Let’s say you want to do some work on a project with code stored in a repository, but you are not an active collaborator. For example, there could be a useful package a lab at another university put on GitHub for a certain kind of image segmentation that is useful for your research. You want to do something almost exactly like the package does, but need to make some small modifications yourself. You want to clone the repository and add a couple functions and maybe modify one or two they already have, leaving much of the rest of the repository untouched. Of course, you also want to update your local copy of all that untouched (but still used) code when the maintainers update it.

This is kind of exactly what you want to do here in the bootcamp. We have a repository that has data sets and a couple tutorials, but you want to write your Python code right in that repository. If I update the data sets, you want to be able to pull in my changes, but still have your code in place.

There is a nice way to do this called forking. To fork a repository on GitHub, simply navigate got the website of the repository and click the Fork button. Be sure you are logged in as yourself when you do this. Click this link to go to the GitHub page for the bootcamp.

Bootcamp github page

The fork button is in the upper right. Just click the button, and you now have a fork of the bootcamp repository on your GitHub account.

Cloning your fork to your local machine

Now you can clone your fork of the repository to your local machine. We will keep all of your material under version control in a directory called git in your home directory. Do the following on the command line.

mkdir -p ~/git

Now you can clone your forked copy of the repository (not the original bootcamp repository). To do this, navigate your browser to the forked copy of the bootcamp repository on your account (this is where clicking the “Fork” button took you in your browser).

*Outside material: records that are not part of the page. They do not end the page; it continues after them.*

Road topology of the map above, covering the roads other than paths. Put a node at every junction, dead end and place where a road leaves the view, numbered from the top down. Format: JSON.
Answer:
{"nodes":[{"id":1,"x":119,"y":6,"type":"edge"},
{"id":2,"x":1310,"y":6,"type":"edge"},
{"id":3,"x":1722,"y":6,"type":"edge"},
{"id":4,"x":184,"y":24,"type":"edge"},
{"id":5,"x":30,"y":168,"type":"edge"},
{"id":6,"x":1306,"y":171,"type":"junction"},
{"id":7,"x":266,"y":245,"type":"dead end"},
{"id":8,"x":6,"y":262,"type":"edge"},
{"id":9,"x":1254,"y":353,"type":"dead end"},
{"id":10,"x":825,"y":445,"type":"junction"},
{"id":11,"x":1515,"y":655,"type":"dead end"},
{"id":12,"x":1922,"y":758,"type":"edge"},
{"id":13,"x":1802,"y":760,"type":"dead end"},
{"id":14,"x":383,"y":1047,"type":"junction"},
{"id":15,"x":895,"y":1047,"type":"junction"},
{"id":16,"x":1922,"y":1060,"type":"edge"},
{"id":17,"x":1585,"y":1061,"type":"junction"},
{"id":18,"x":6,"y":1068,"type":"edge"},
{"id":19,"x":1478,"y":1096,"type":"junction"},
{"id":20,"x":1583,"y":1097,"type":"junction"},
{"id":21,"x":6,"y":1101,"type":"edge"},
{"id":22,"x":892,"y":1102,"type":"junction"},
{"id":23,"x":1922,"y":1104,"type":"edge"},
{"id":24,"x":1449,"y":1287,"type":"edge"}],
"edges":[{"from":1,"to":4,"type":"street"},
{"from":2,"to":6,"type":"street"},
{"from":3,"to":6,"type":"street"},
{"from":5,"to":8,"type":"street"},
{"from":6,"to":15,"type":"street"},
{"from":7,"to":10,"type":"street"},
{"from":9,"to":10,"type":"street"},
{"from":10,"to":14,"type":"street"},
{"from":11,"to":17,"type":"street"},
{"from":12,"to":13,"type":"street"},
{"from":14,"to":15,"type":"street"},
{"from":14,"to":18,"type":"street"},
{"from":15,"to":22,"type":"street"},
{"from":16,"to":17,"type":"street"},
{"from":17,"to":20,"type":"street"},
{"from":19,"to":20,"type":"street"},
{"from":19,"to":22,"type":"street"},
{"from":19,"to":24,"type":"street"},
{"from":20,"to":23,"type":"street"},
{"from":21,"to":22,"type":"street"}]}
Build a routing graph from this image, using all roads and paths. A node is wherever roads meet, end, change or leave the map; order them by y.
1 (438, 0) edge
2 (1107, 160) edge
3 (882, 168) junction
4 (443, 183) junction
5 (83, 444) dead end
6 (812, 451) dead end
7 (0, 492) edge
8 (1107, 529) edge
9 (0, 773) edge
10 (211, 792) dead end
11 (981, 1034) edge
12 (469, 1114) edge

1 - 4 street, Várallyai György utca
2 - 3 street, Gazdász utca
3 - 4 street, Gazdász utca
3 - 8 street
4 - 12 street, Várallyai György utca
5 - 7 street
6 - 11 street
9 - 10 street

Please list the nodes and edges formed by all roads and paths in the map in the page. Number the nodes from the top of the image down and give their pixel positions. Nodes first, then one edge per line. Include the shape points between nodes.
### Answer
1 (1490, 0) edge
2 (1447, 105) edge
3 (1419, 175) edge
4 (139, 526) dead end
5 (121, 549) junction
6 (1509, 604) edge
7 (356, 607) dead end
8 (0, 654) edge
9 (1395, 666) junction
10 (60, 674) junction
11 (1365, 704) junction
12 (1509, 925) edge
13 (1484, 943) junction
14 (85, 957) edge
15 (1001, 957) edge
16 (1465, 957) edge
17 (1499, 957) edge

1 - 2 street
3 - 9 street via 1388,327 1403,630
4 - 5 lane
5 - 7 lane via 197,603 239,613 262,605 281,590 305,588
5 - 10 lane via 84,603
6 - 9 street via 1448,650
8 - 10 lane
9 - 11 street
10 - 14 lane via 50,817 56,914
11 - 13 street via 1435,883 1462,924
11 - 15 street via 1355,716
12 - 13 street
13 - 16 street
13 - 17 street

The browser URL will be: https://github.com/yourusername/bootcamp, and the top left of the website will say “yourusername/bootcamp forked from justinbois/bootcamp,” like below for user cgoecknerwald.

fork icon

Click the green Code button (shown below) and copy the URL of the forked repository.

GitHub clone

Now, you can clone it by doing the following on the command line, making the obvious substitution for the_url_you_just_copied.

cd ~/git
git clone --depth 5 the_url_you_just_copied

You now have a local copy of your own fork of the bootcamp repository. You can add files and edit it. When you commit and push, it will all be on your account, and the original repository will not see the changes. (Don’t worry if you do not understand all of this now; we will cover it all in subsequent lessons.)

Syncing your forked repository to the upstream repository

As I mentioned before, you want to be able to sync your repository with the original bootcamp repository so you can retrieve any updates in it. The original repository is typically called the upstream repository, since presumably you are changing it, so you are downstream. You want the upstream repository to be a remote repository, which is just what we call a repository we track and fetch and merge from. To see which repositories are remote, do the following on the command line.

cd bootcamp
git remote -v

The -v just means “verbose,” so it will also tell you the URLs. Entering that now will show a single repository, origin, which you can fetch from and push to. In your case, origin your fork of the bootcamp repository.

We now want to add the upstream repository. To do this, add the original bootcamp repository as the upstream repository.

git remote add upstream https://github.com/justinbois/bootcamp.git

Now try doing git remote -v, and you will see that you are now also tracking the upstream repository.

Checking your distribution

We’ll now run a quick test to make sure things are working properly. We will make a quick plot that requires some of the scientific libraries we will use in the bootcamp.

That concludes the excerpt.